Katie Moisse
ABC News
July 30, 2013
Babies who are breastfed score better on intelligence tests down the road, according to a new study that suggests support for new moms could boost the brainpower of the next generation.
The study of more than 1,300 moms and their babies, who were breastfed for periods ranging from less than a month to more than a year, found that each month of breastfeeding bolstered a 0.3-point increase in intelligence by age 3 and 0.5-point increase by age 7.
The differences held up even when the researchers controlled for parental intelligence, income, employment and education, and the benefit was biggest when babies were breastfed exclusively for the first six months — a target endorsed by experts but often untenable for working moms.
“We should do whatever we can do to help women carry out their decision to breastfeed,” said study author Dr. Mandy Belfort, a neonatologist at Boston Children’s Hospital, assistant professor of pediatrics at Harvard Medical School, and lead author of the study published Tuesday in the journal JAMA Pediatrics.
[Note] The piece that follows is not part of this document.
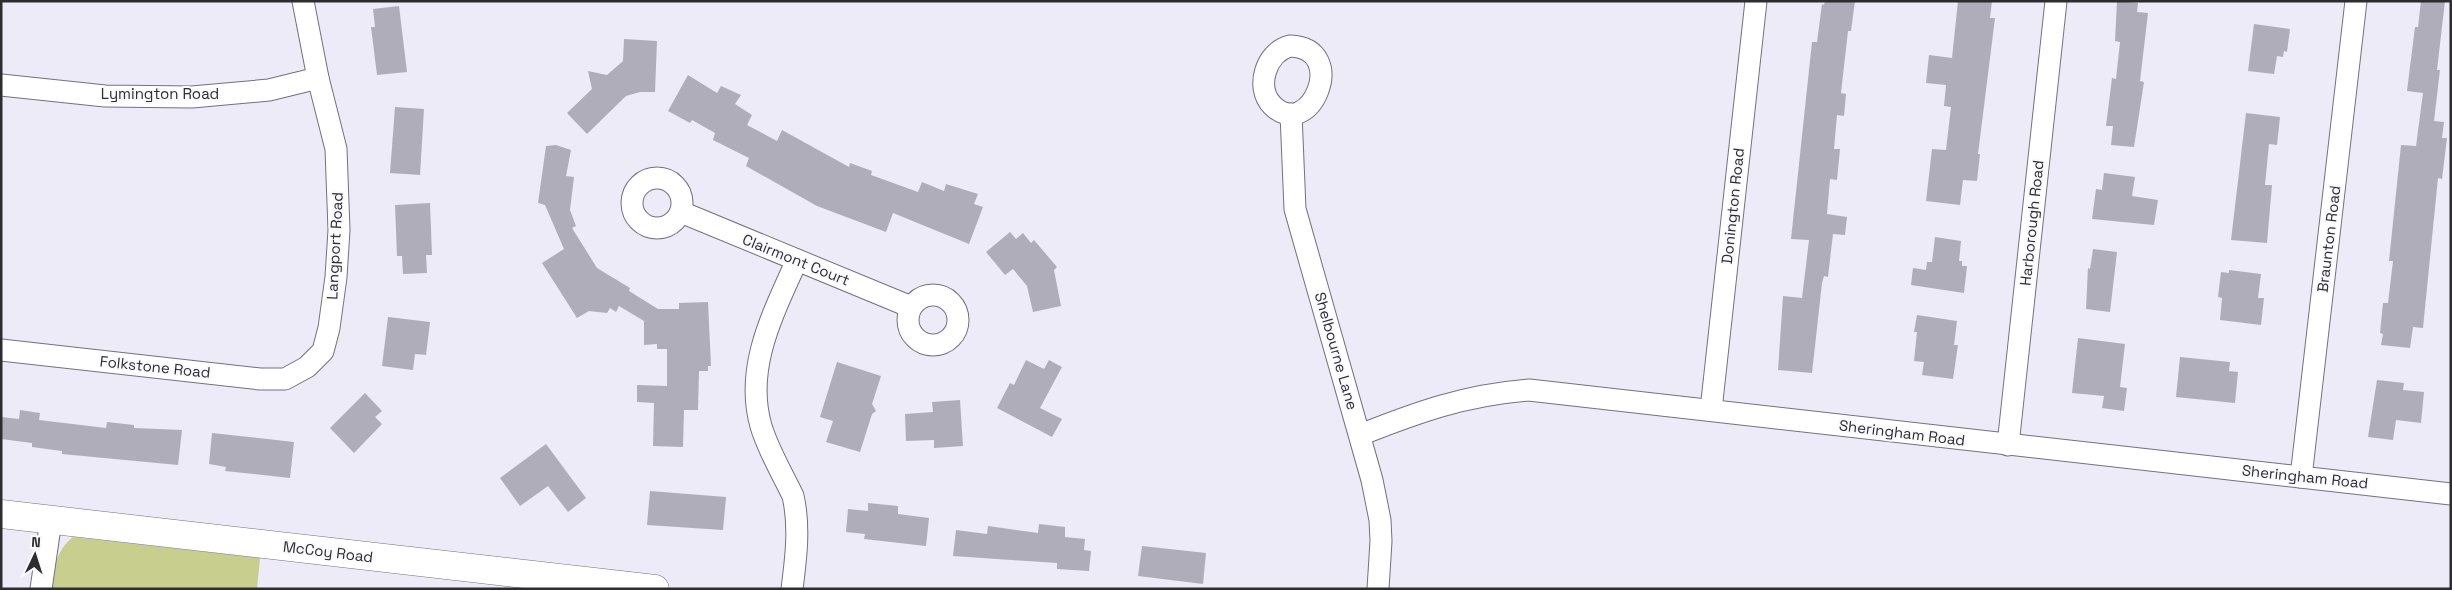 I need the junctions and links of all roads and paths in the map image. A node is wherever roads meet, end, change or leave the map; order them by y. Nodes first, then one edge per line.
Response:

While three out of four new moms start out breastfeeding, less than half continue for six months or more, according to the U.S. Centers for Disease Control and Prevention. Just 15 percent breastfeed exclusively for six months — the benchmark set by the American Academy of Pediatrics.
“I can understand as well as anyone the challenges of continuing to breastfeed once a mom goes back to work,” said Belfort, who is a mother of three. “I think our findings definitely support an investment in helping moms breastfeed their babies.”
The study is not the first to link breastfeeding to later intelligence. A 2010 study published in the journal Pediatrics found that children who were breastfed for six months or more outscored their formula-fed classmates in tests of reading, writing and math at age 10. But how breastfeeding confers its brainy benefits remains unclear.